*ASSIGNED TASK*.
Your output should be an exact copy of the records, with no pictures in it.

*Data extracted from a collection*.
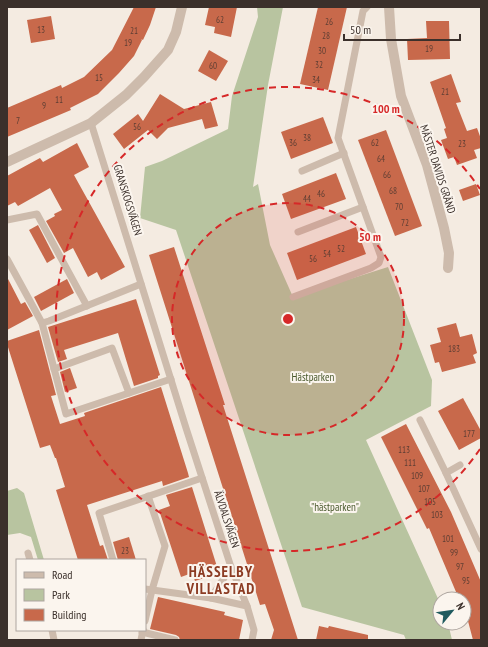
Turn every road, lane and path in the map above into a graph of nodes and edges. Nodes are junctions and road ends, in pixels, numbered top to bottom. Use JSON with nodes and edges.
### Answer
{"nodes":[{"id":1,"x":182,"y":7,"type":"edge"},
{"id":2,"x":367,"y":7,"type":"edge"},
{"id":3,"x":389,"y":7,"type":"edge"},
{"id":4,"x":91,"y":123,"type":"junction"},
{"id":5,"x":344,"y":153,"type":"junction"},
{"id":6,"x":7,"y":162,"type":"edge"},
{"id":7,"x":302,"y":171,"type":"dead end"},
{"id":8,"x":363,"y":207,"type":"junction"},
{"id":9,"x":7,"y":220,"type":"edge"},
{"id":10,"x":298,"y":232,"type":"dead end"},
{"id":11,"x":7,"y":259,"type":"edge"},
{"id":12,"x":448,"y":268,"type":"dead end"},
{"id":13,"x":141,"y":284,"type":"junction"},
{"id":14,"x":293,"y":297,"type":"dead end"},
{"id":15,"x":87,"y":306,"type":"junction"},
{"id":16,"x":42,"y":323,"type":"junction"},
{"id":17,"x":54,"y":369,"type":"junction"},
{"id":18,"x":171,"y":380,"type":"junction"},
{"id":19,"x":128,"y":393,"type":"junction"},
{"id":20,"x":420,"y":420,"type":"dead end"},
{"id":21,"x":186,"y":428,"type":"joint"},
{"id":22,"x":460,"y":465,"type":"dead end"},
{"id":23,"x":446,"y":473,"type":"junction"},
{"id":24,"x":202,"y":478,"type":"junction"},
{"id":25,"x":148,"y":496,"type":"junction"},
{"id":26,"x":481,"y":549,"type":"edge"},
{"id":27,"x":113,"y":559,"type":"edge"},
{"id":28,"x":231,"y":567,"type":"junction"},
{"id":29,"x":149,"y":590,"type":"edge"},
{"id":30,"x":211,"y":598,"type":"junction"},
{"id":31,"x":247,"y":606,"type":"junction"},
{"id":32,"x":146,"y":613,"type":"edge"},
{"id":33,"x":143,"y":631,"type":"edge"},
{"id":34,"x":141,"y":640,"type":"edge"},
{"id":35,"x":175,"y":640,"type":"edge"},
{"id":36,"x":252,"y":640,"type":"edge"}],
"edges":[{"from":1,"to":4,"type":"street"},
{"from":2,"to":5,"type":"lane"},
{"from":3,"to":12,"type":"street","name":"MÄSTER DAVIDS GRÄND"},
{"from":4,"to":6,"type":"street"},
{"from":4,"to":13,"type":"lane","name":"GRANSKOGSVÄGEN"},
{"from":5,"to":7,"type":"lane"},
{"from":5,"to":8,"type":"lane"},
{"from":8,"to":10,"type":"lane"},
{"from":8,"to":14,"type":"lane"},
{"from":9,"to":15,"type":"lane"},
{"from":11,"to":16,"type":"lane"},
{"from":13,"to":15,"type":"lane"},
{"from":13,"to":18,"type":"lane","name":"GRANSKOGSVÄGEN"},
{"from":15,"to":16,"type":"lane"},
{"from":16,"to":17,"type":"lane"},
{"from":17,"to":19,"type":"lane"},
{"from":17,"to":19,"type":"lane"},
{"from":18,"to":19,"type":"lane"},
{"from":18,"to":21,"type":"lane","name":"GRANSKOGSVÄGEN"},
{"from":20,"to":23,"type":"lane"},
{"from":21,"to":24,"type":"lane","name":"ÄLVDALSVÄGEN"},
{"from":22,"to":23,"type":"lane"},
{"from":23,"to":26,"type":"lane"},
{"from":24,"to":25,"type":"lane"},
{"from":24,"to":28,"type":"lane","name":"ÄLVDALSVÄGEN"},
{"from":25,"to":27,"type":"lane"},
{"from":25,"to":29,"type":"lane"},
{"from":28,"to":30,"type":"lane"},
{"from":28,"to":31,"type":"lane","name":"ÄLVDALSVÄGEN"},
{"from":29,"to":30,"type":"lane"},
{"from":29,"to":32,"type":"lane"},
{"from":30,"to":31,"type":"lane"},
{"from":31,"to":36,"type":"lane","name":"ÄLVDALSVÄGEN"},
{"from":33,"to":34,"type":"lane"},
{"from":33,"to":35,"type":"lane"}]}
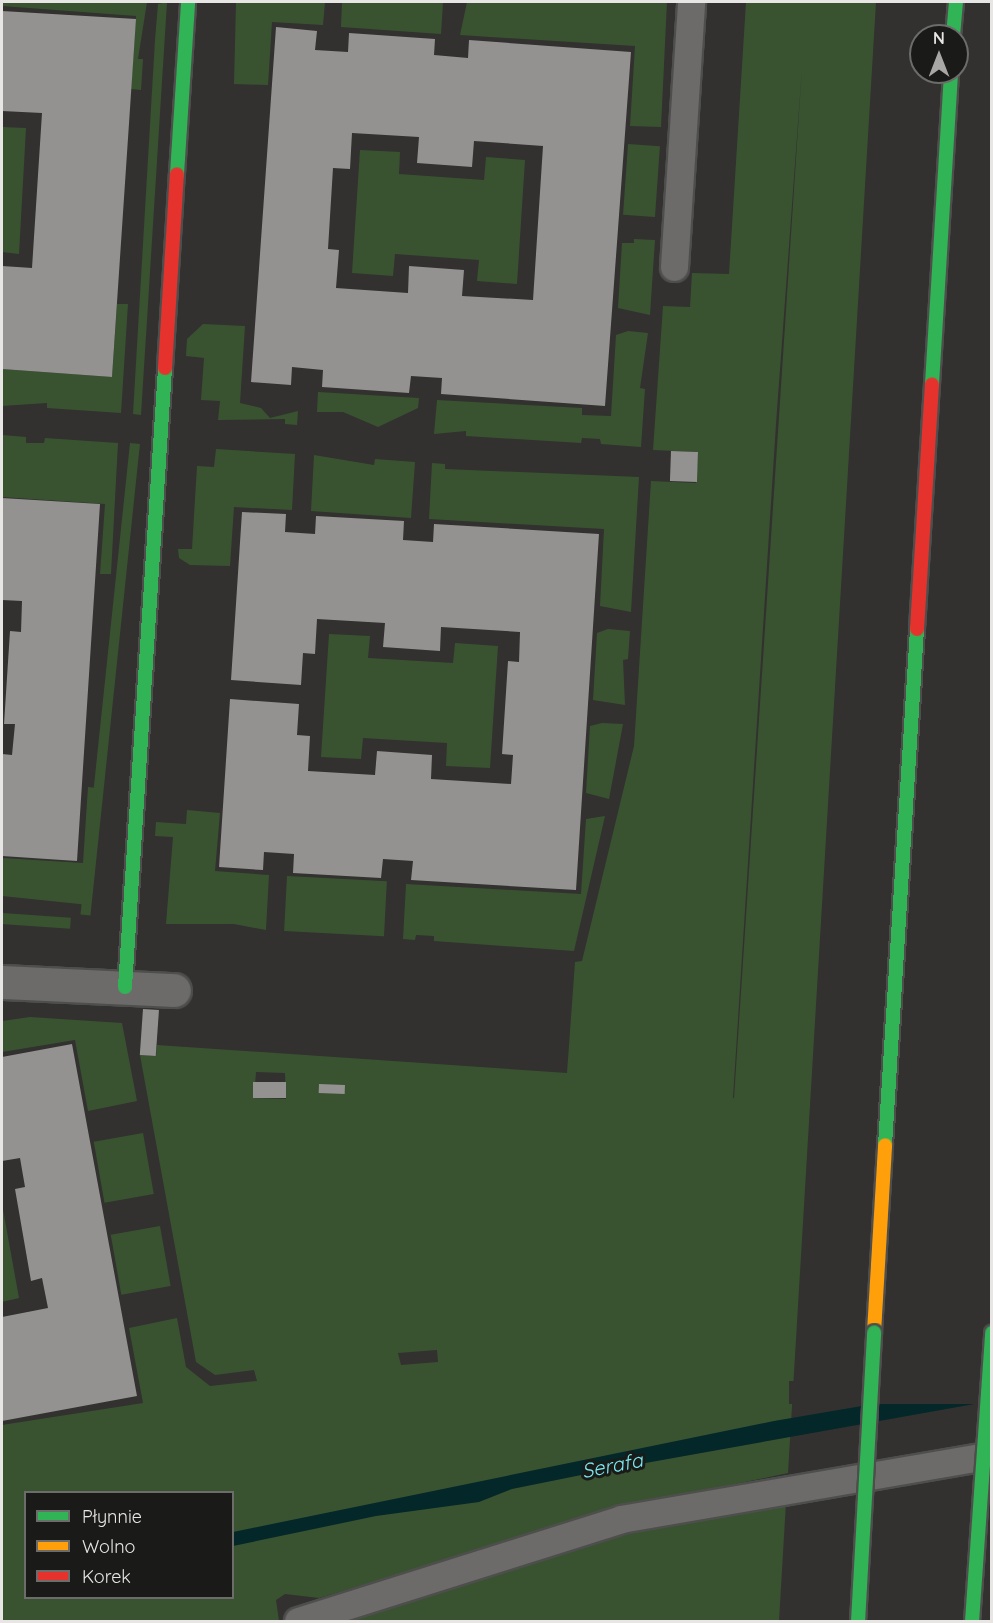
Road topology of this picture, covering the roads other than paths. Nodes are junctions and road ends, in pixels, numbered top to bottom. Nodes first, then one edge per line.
1 (188, 2) edge
2 (691, 2) edge
3 (956, 2) edge
4 (954, 24) edge
5 (950, 84) edge
6 (674, 267) dead end
7 (2, 982) edge
8 (124, 987) junction
9 (174, 990) dead end
10 (992, 1333) edge
11 (992, 1455) edge
12 (298, 1622) edge
13 (858, 1622) edge
14 (972, 1622) edge

1 - 8 main road
2 - 6 lane
3 - 4 main road
5 - 13 main road, bridge
7 - 8 street
8 - 9 street
10 - 14 main road, bridge
11 - 12 lane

*OUTPUT FOR THIS EXERCISE*.
Turn every road, lane and path in the map above into a graph of nodes and edges. Nodes are junctions and road ends, in pixels, numbered top to bottom. Use JSON with nodes and edges.
### Answer
{"nodes":[{"id":1,"x":182,"y":7,"type":"edge"},
{"id":2,"x":367,"y":7,"type":"edge"},
{"id":3,"x":389,"y":7,"type":"edge"},
{"id":4,"x":91,"y":123,"type":"junction"},
{"id":5,"x":344,"y":153,"type":"junction"},
{"id":6,"x":7,"y":162,"type":"edge"},
{"id":7,"x":302,"y":171,"type":"dead end"},
{"id":8,"x":363,"y":207,"type":"junction"},
{"id":9,"x":7,"y":220,"type":"edge"},
{"id":10,"x":298,"y":232,"type":"dead end"},
{"id":11,"x":7,"y":259,"type":"edge"},
{"id":12,"x":448,"y":268,"type":"dead end"},
{"id":13,"x":141,"y":284,"type":"junction"},
{"id":14,"x":293,"y":297,"type":"dead end"},
{"id":15,"x":87,"y":306,"type":"junction"},
{"id":16,"x":42,"y":323,"type":"junction"},
{"id":17,"x":54,"y":369,"type":"junction"},
{"id":18,"x":171,"y":380,"type":"junction"},
{"id":19,"x":128,"y":393,"type":"junction"},
{"id":20,"x":420,"y":420,"type":"dead end"},
{"id":21,"x":186,"y":428,"type":"joint"},
{"id":22,"x":460,"y":465,"type":"dead end"},
{"id":23,"x":446,"y":473,"type":"junction"},
{"id":24,"x":202,"y":478,"type":"junction"},
{"id":25,"x":148,"y":496,"type":"junction"},
{"id":26,"x":481,"y":549,"type":"edge"},
{"id":27,"x":113,"y":559,"type":"edge"},
{"id":28,"x":231,"y":567,"type":"junction"},
{"id":29,"x":149,"y":590,"type":"edge"},
{"id":30,"x":211,"y":598,"type":"junction"},
{"id":31,"x":247,"y":606,"type":"junction"},
{"id":32,"x":146,"y":613,"type":"edge"},
{"id":33,"x":143,"y":631,"type":"edge"},
{"id":34,"x":141,"y":640,"type":"edge"},
{"id":35,"x":175,"y":640,"type":"edge"},
{"id":36,"x":252,"y":640,"type":"edge"}],
"edges":[{"from":1,"to":4,"type":"street"},
{"from":2,"to":5,"type":"lane"},
{"from":3,"to":12,"type":"street","name":"MÄSTER DAVIDS GRÄND"},
{"from":4,"to":6,"type":"street"},
{"from":4,"to":13,"type":"lane","name":"GRANSKOGSVÄGEN"},
{"from":5,"to":7,"type":"lane"},
{"from":5,"to":8,"type":"lane"},
{"from":8,"to":10,"type":"lane"},
{"from":8,"to":14,"type":"lane"},
{"from":9,"to":15,"type":"lane"},
{"from":11,"to":16,"type":"lane"},
{"from":13,"to":15,"type":"lane"},
{"from":13,"to":18,"type":"lane","name":"GRANSKOGSVÄGEN"},
{"from":15,"to":16,"type":"lane"},
{"from":16,"to":17,"type":"lane"},
{"from":17,"to":19,"type":"lane"},
{"from":17,"to":19,"type":"lane"},
{"from":18,"to":19,"type":"lane"},
{"from":18,"to":21,"type":"lane","name":"GRANSKOGSVÄGEN"},
{"from":20,"to":23,"type":"lane"},
{"from":21,"to":24,"type":"lane","name":"ÄLVDALSVÄGEN"},
{"from":22,"to":23,"type":"lane"},
{"from":23,"to":26,"type":"lane"},
{"from":24,"to":25,"type":"lane"},
{"from":24,"to":28,"type":"lane","name":"ÄLVDALSVÄGEN"},
{"from":25,"to":27,"type":"lane"},
{"from":25,"to":29,"type":"lane"},
{"from":28,"to":30,"type":"lane"},
{"from":28,"to":31,"type":"lane","name":"ÄLVDALSVÄGEN"},
{"from":29,"to":30,"type":"lane"},
{"from":29,"to":32,"type":"lane"},
{"from":30,"to":31,"type":"lane"},
{"from":31,"to":36,"type":"lane","name":"ÄLVDALSVÄGEN"},
{"from":33,"to":34,"type":"lane"},
{"from":33,"to":35,"type":"lane"}]}
Road topology of this picture, covering the roads other than paths. Nodes are junctions and road ends, in pixels, numbered top to bottom. Nodes first, then one edge per line.
1 (188, 2) edge
2 (691, 2) edge
3 (956, 2) edge
4 (954, 24) edge
5 (950, 84) edge
6 (674, 267) dead end
7 (2, 982) edge
8 (124, 987) junction
9 (174, 990) dead end
10 (992, 1333) edge
11 (992, 1455) edge
12 (298, 1622) edge
13 (858, 1622) edge
14 (972, 1622) edge

1 - 8 main road
2 - 6 lane
3 - 4 main road
5 - 13 main road, bridge
7 - 8 street
8 - 9 street
10 - 14 main road, bridge
11 - 12 lane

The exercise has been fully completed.